- _Required work_
No pictures belong in the copy. Reproduce exactly the lines beginning at the line containing "index dip: (376, 258)" and continuing to the end of the entries below.
==== Data listing ====
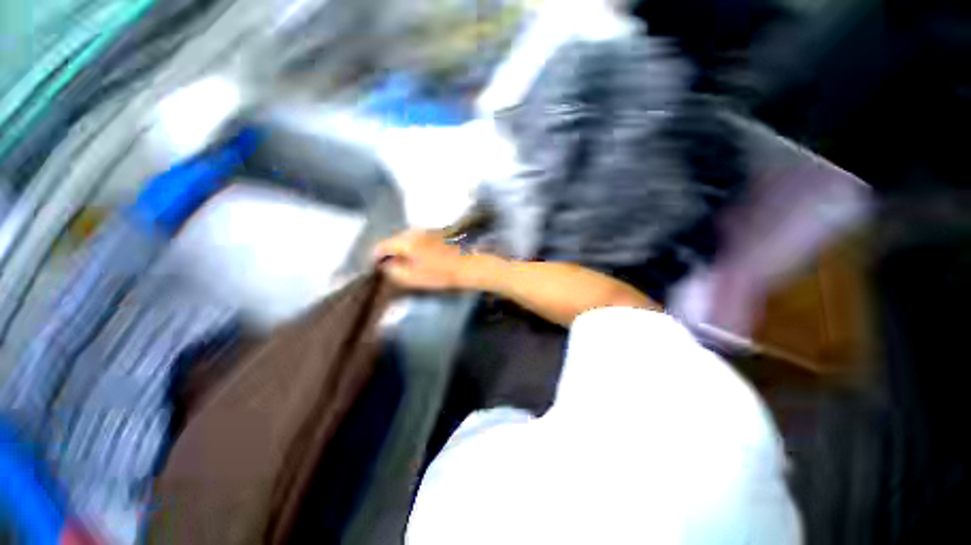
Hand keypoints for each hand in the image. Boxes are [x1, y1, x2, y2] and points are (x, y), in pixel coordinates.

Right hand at [373, 230, 470, 289]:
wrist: (468, 265)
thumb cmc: (440, 273)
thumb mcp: (413, 278)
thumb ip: (394, 272)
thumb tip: (386, 266)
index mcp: (406, 241)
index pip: (382, 245)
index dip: (376, 258)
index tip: (378, 268)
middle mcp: (414, 231)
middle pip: (394, 240)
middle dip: (391, 253)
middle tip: (393, 268)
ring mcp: (427, 230)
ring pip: (407, 238)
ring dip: (404, 249)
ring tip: (408, 264)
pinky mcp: (437, 232)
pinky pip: (419, 238)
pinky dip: (416, 247)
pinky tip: (423, 257)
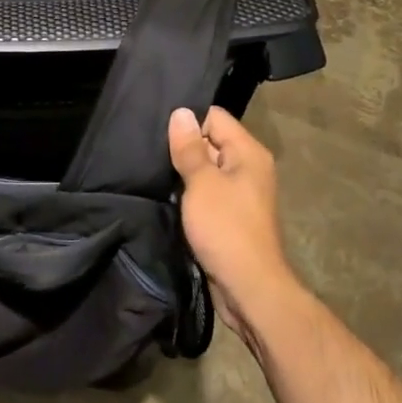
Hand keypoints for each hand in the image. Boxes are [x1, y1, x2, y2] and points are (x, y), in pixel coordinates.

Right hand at [168, 106, 295, 343]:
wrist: (250, 290)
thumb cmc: (226, 229)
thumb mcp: (202, 183)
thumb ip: (190, 147)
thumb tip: (181, 112)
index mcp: (248, 152)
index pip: (214, 117)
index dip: (188, 123)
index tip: (161, 135)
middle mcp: (249, 167)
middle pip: (211, 141)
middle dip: (184, 148)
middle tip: (151, 155)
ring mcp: (242, 193)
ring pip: (207, 169)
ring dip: (185, 174)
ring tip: (156, 176)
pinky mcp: (232, 216)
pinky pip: (208, 193)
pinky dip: (191, 195)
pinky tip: (170, 199)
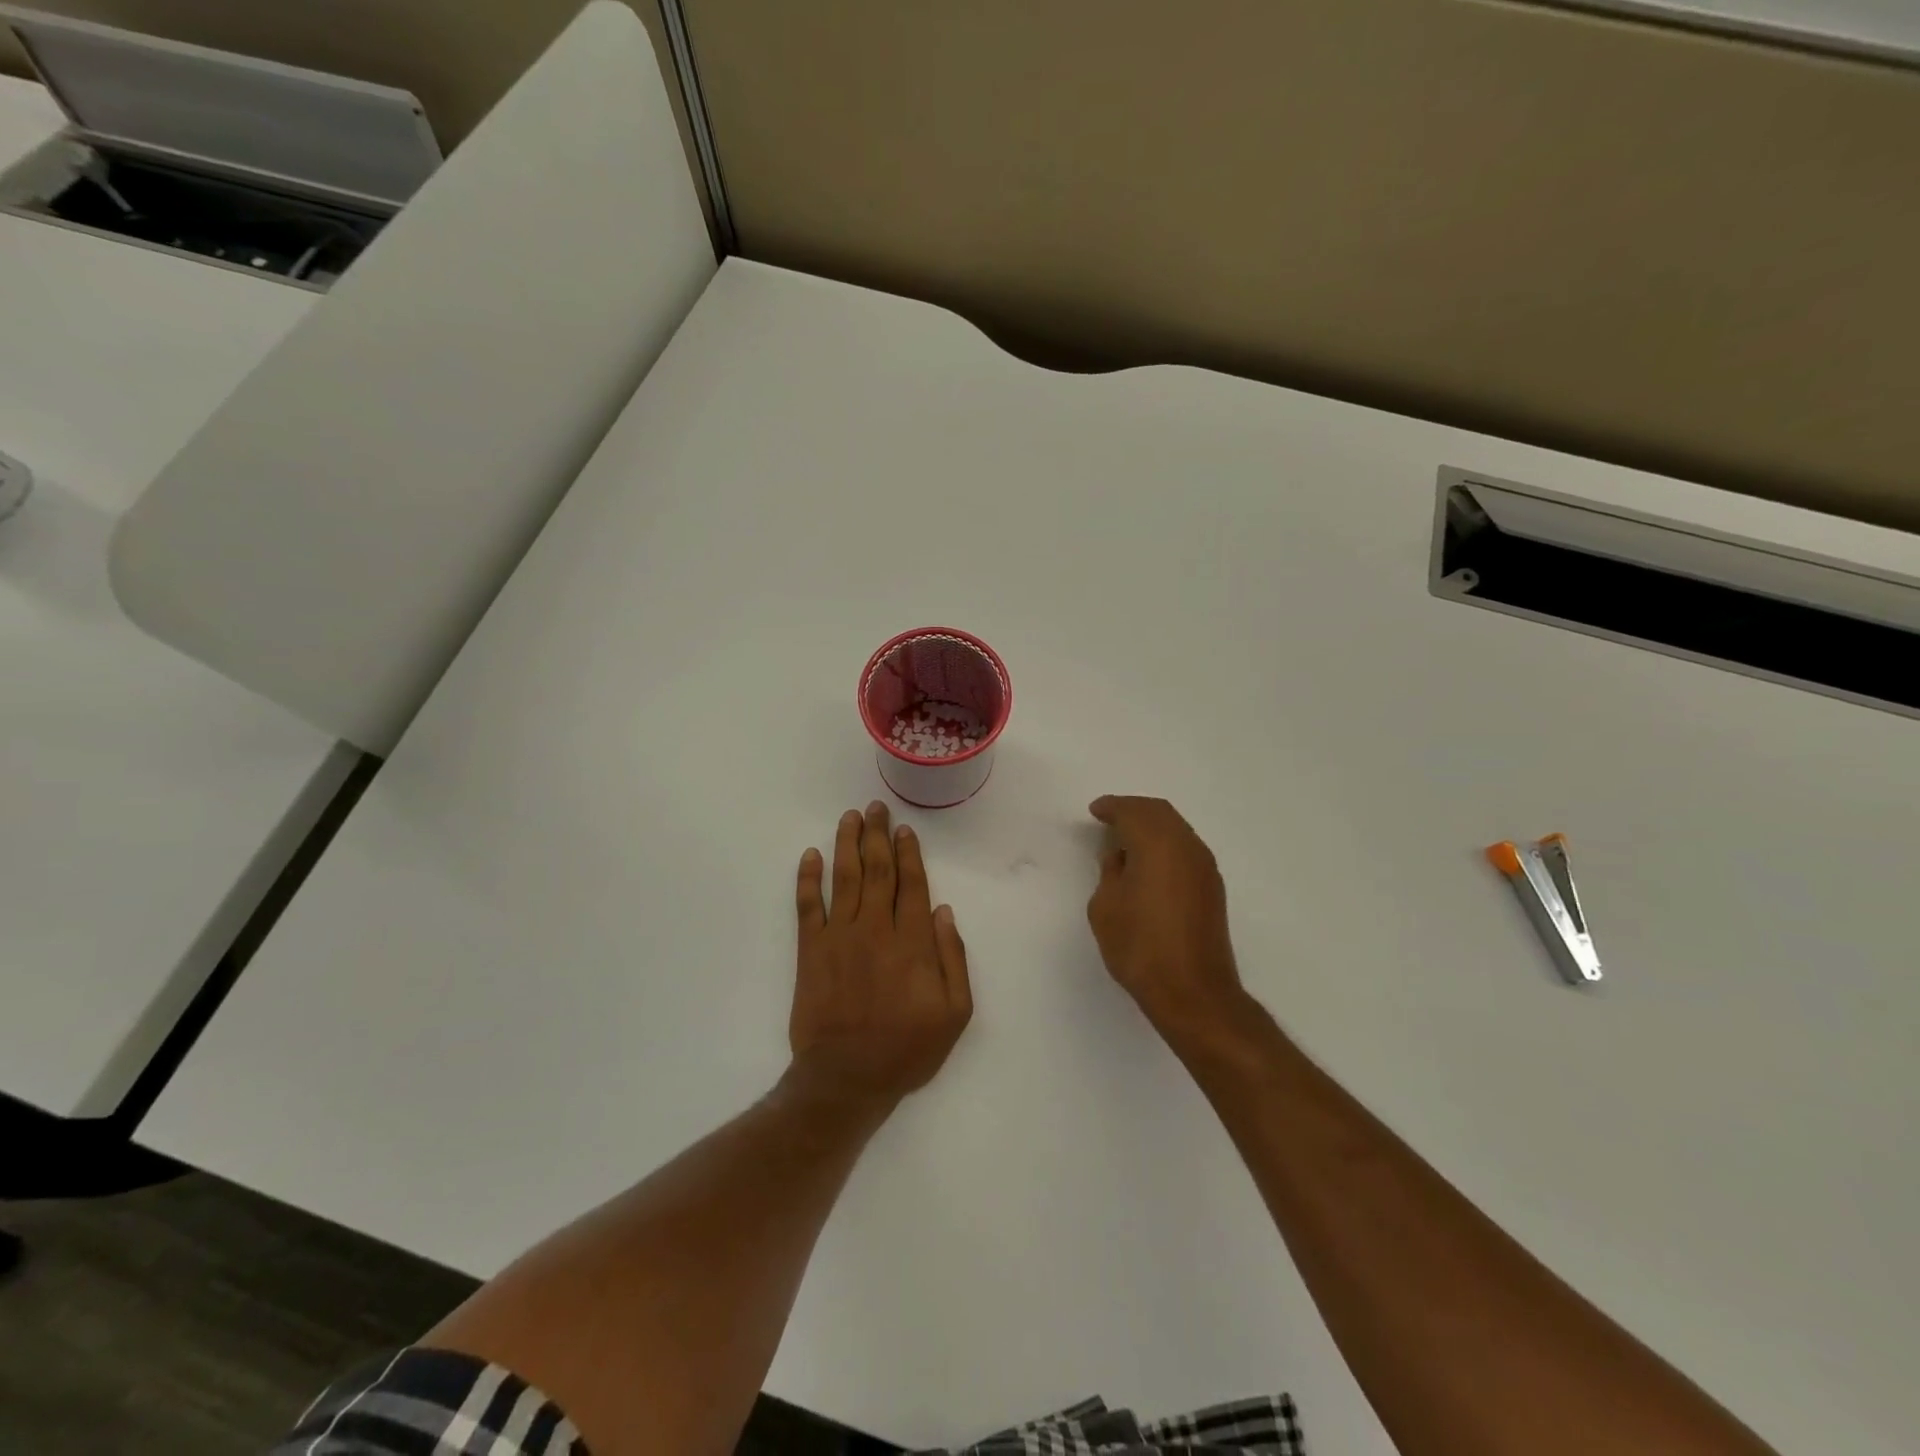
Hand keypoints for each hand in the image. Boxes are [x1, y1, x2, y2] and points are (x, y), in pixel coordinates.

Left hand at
====
- _Solution for this task_
index dip: (376, 258)
index tip: (378, 268)
middle mcp: (414, 231)
middle pip: (394, 240)
middle dip: (391, 253)
middle tip: (393, 268)
ring mcp: (427, 230)
ring pip: (407, 238)
ring dip: (404, 249)
ring tip: (408, 264)
pinky mcp: (437, 232)
pinky pip: (419, 238)
pinky dip: (416, 247)
pinky tip: (423, 257)
Hand keypoints for each hand in the image. Boxes are [x1, y1, x2, y2] and points are (x, y), in pixel coordinates.

Right hand at [168, 106, 295, 343]:
wrist: (250, 290)
thumb cmc: (226, 229)
thumb mcp: (202, 183)
thumb ip: (190, 147)
thumb tip: (181, 112)
index mcp: (248, 152)
index pip: (214, 117)
index dip: (188, 123)
index tip: (161, 135)
middle mcp: (249, 167)
middle pip: (211, 141)
middle dip: (184, 148)
middle tip: (151, 155)
ring mcp: (242, 193)
ring pip: (207, 169)
ring dip: (185, 174)
ring tip: (156, 176)
pinky mcp: (232, 216)
pinky pip: (208, 193)
pinky dip: (191, 195)
pinky tip: (170, 199)
Hand keypoints for each hand in the image. Boxes are [x1, y1, x2, y2] and points are (x, y), in pixel coordinates.

Left hand at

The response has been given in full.